Dentre os estudiosos dos aspectos mais intrincados da Doutrina Espírita, estabeleceu-se uma controvérsia a propósito de quando o Princípio Inteligente se individualizaria; em síntese: se tal se daria já a partir do reino mineral, ou somente a partir do reino vegetal. A grande maioria  ‑ ao menos é o que se deduz de seus escritos, às vezes não muito categóricos  ‑ defende a primeira tese, enquanto que a segunda tese tem como grande defensor o autor da obra “Evolução do Princípio Inteligente”, Durval Ciamponi, de muitas luzes sem dúvida, mas que pode merecer contestação.
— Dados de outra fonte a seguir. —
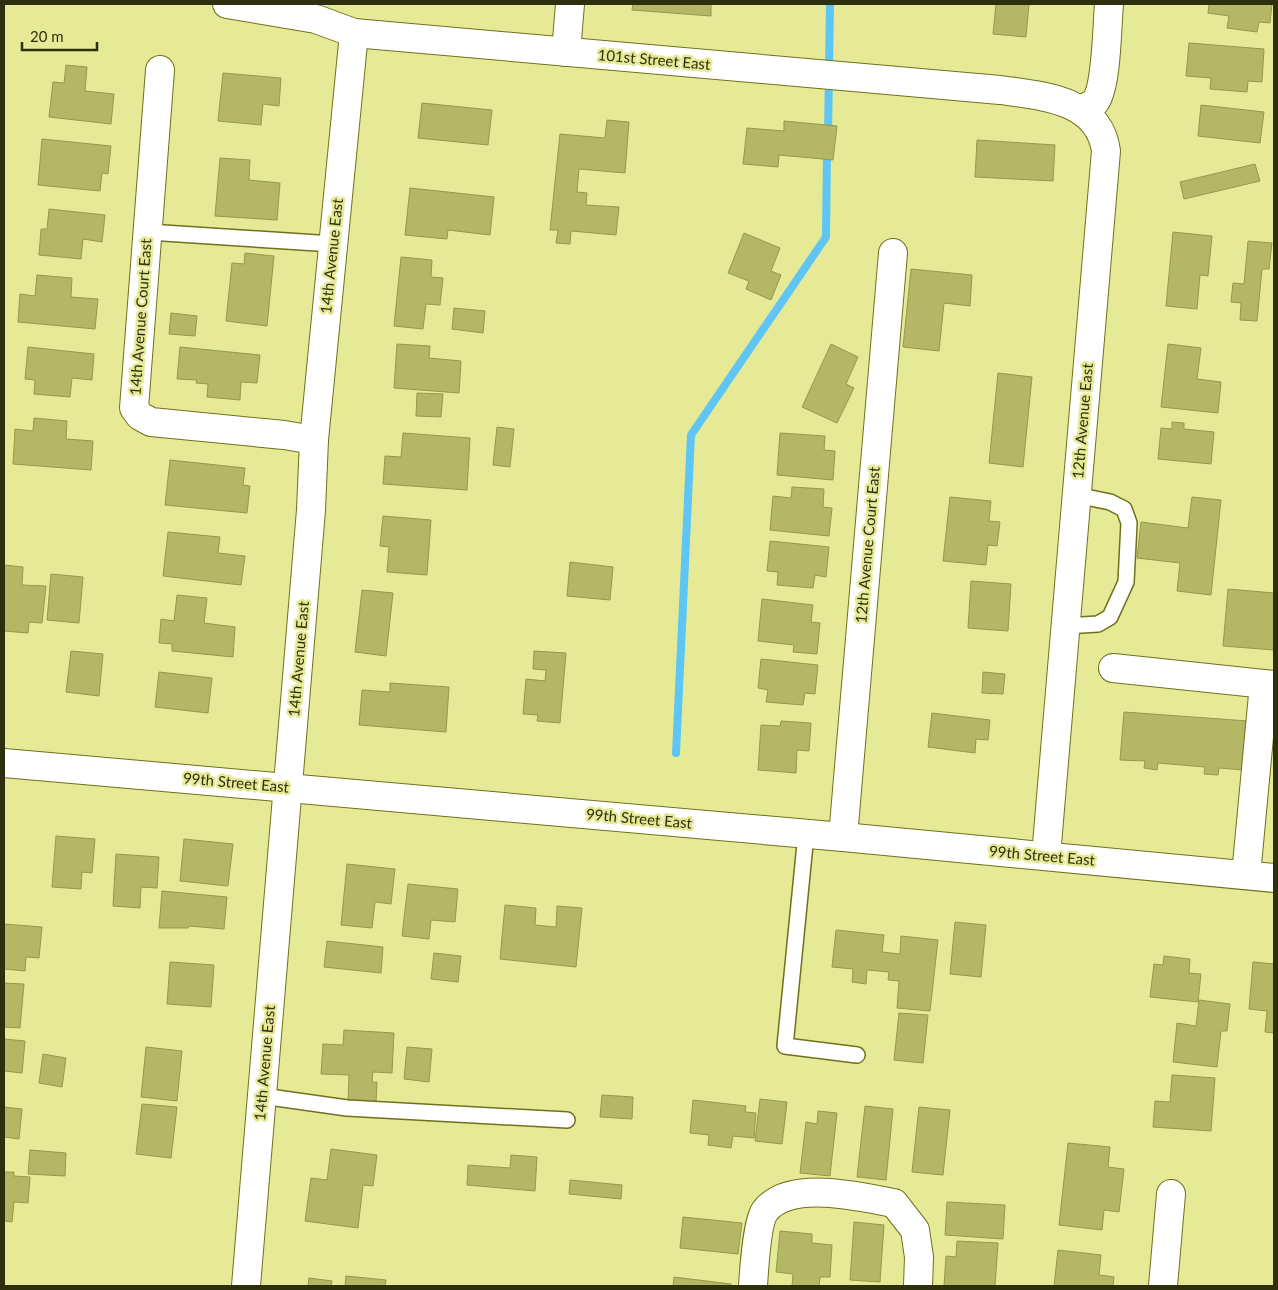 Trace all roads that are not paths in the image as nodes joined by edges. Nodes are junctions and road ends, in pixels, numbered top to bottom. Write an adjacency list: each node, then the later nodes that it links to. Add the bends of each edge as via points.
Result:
1 (227, 4): 4 (street, 101st Street East, via 316,19)
2 (570, 4): 5 (street)
3 (1109, 4): 7 (street, via 1102,84 1095,102)
4 (354, 33): 5 (street, 101st Street East); 9 (street, 14th Avenue East)
5 (566, 52): 7 (street, 101st Street East, via 1000,90 1040,96)
6 (160, 70): 8 (street, 14th Avenue Court East)
7 (1081, 110): 12 (street, 12th Avenue East, via 1104,137 1106,151)
8 (148, 232): 9 (lane); 11 (street, 14th Avenue Court East, via 134,408 140,416 151,422)
9 (333, 244): 11 (street, 14th Avenue East)
10 (893, 253): 19 (street, 12th Avenue Court East)
11 (314, 440): 17 (street, 14th Avenue East)
12 (1076, 495): 13 (street, 12th Avenue East); 13 (lane, via 1110,502 1124,509 1129,523 1126,582 1110,617 1098,624)
13 (1065, 626): 20 (street, 12th Avenue East)
14 (1113, 668): 15 (street)
15 (1269, 684): 21 (street)
16 (4, 763): 17 (street, 99th Street East)
17 (288, 788): 18 (street, 99th Street East); 24 (street, 14th Avenue East)
18 (806, 834): 19 (street, 99th Street East); 23 (lane, via 785,1046)
19 (842, 837): 20 (street, 99th Street East)
20 (1046, 856): 21 (street, 99th Street East)
21 (1246, 875): 22 (street, 99th Street East)
22 (1274, 878)
23 (857, 1055)
24 (262, 1096): 25 (lane, via 347,1108); 27 (street, 14th Avenue East)
25 (567, 1120)
26 (1171, 1194): 30 (street)
27 (246, 1286)
28 (753, 1286): 29 (street, via 756,1243 765,1212 785,1196 804,1192 894,1203 915,1230 919,1257)
29 (918, 1286)
30 (1163, 1286) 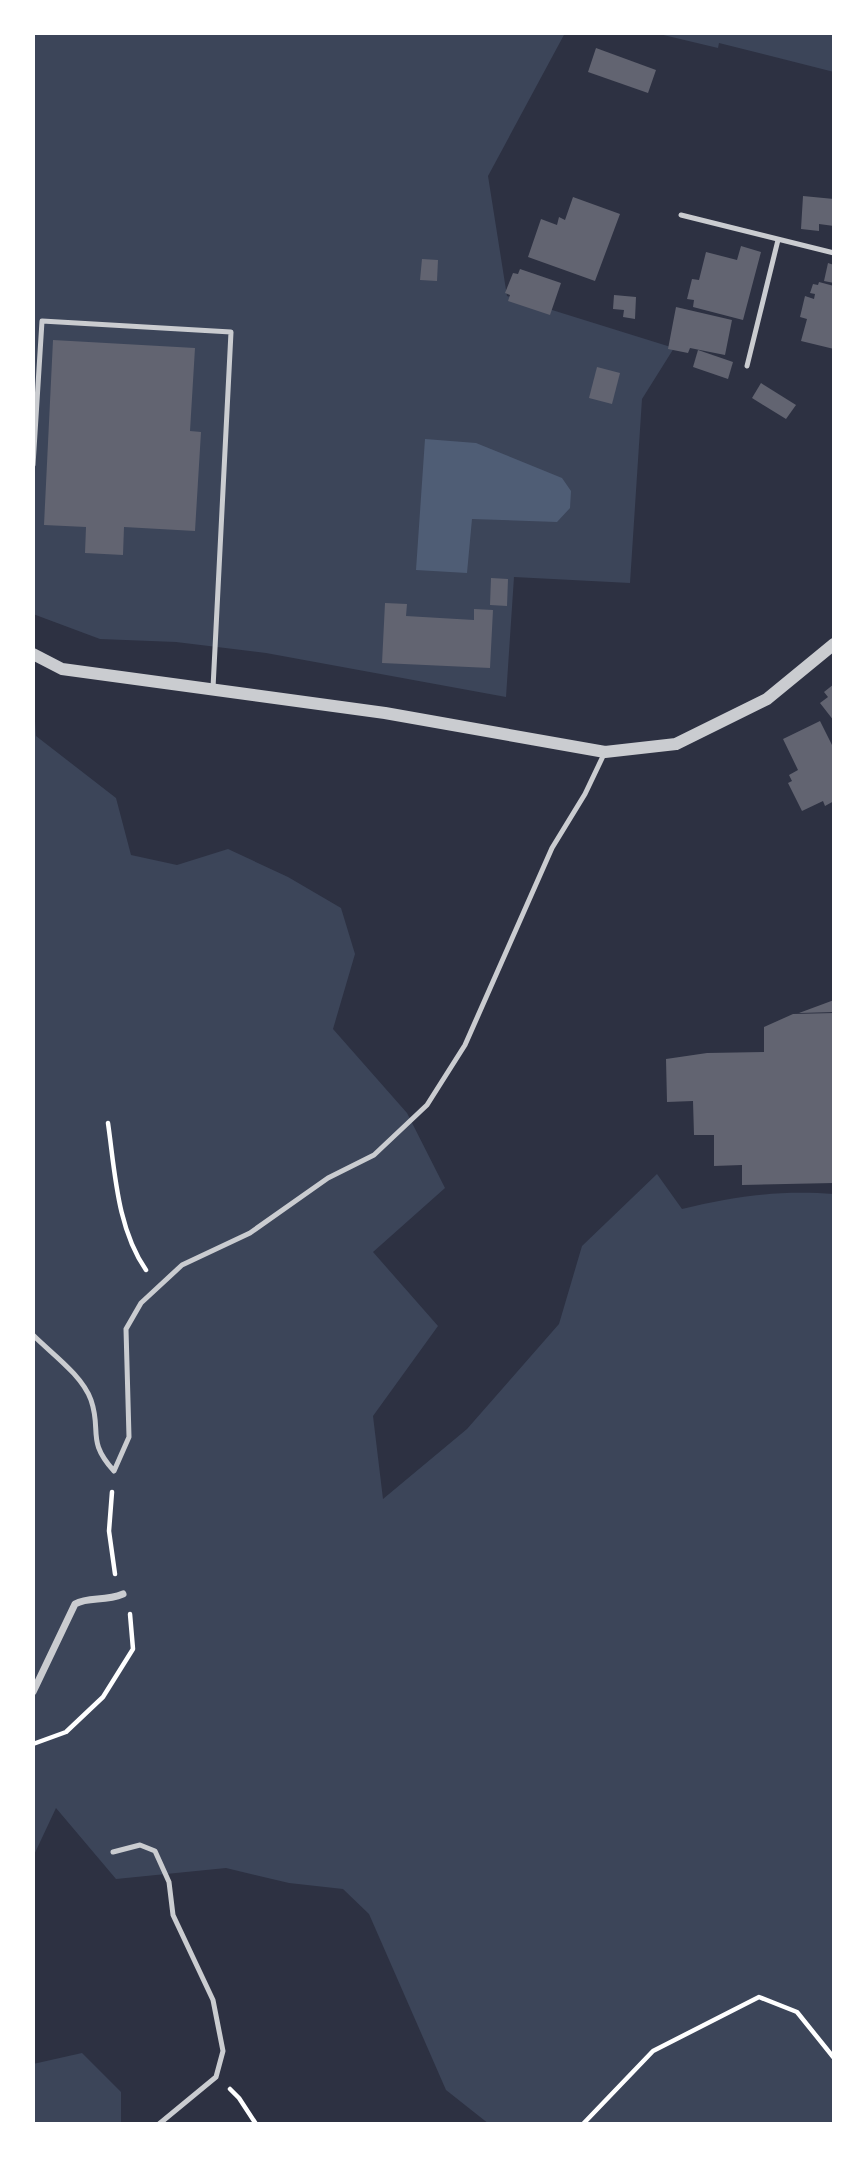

Arrogamo-nos o direito (mais que isso: o dever) de adentrar no assunto tecendo rápidas considerações para filiar-nos ‑ por coerência simplesmente ‑ à primeira corrente.

Com efeito:

Vê-se no basilar livro da Codificação “A Gênese” (Cap. XI, item 23) que “Na opinião de alguns espiritualistas, o Princípio Inteligente, distinto do Princípio Material, se individualiza e elabora, passando pelos diversos graus da animalidade.”

Destaque necessário: Se por um lado há aí a afirmação de que tal individualização se dá na “animalidade” (portanto, excluindo os graus inferiores da criação), Kardec afirma expressamente que tal é a OPINIÃO DE ALGUNS ESPIRITUALISTAS...

Questão análoga encontramos no Livro dos Espíritos (questão 607-A): Kardec afirmara aos Espíritos que lhe parecia que “se pode considerar a alma como tendo sido o princípio inteligente dos seres inferiores da criação”, perguntando se isso é verdade.

Destaque: Kardec se referiu aos seres inferiores da criação, sem especificar de quais reinos.

Na resposta a essa questão, os Espíritos responderam: “(...) Nesses seres, cuja totalidade estais longe de conhecer, é que o princípio inteligente se ELABORA, se INDIVIDUALIZA pouco a pouco e se ensaia para a vida...”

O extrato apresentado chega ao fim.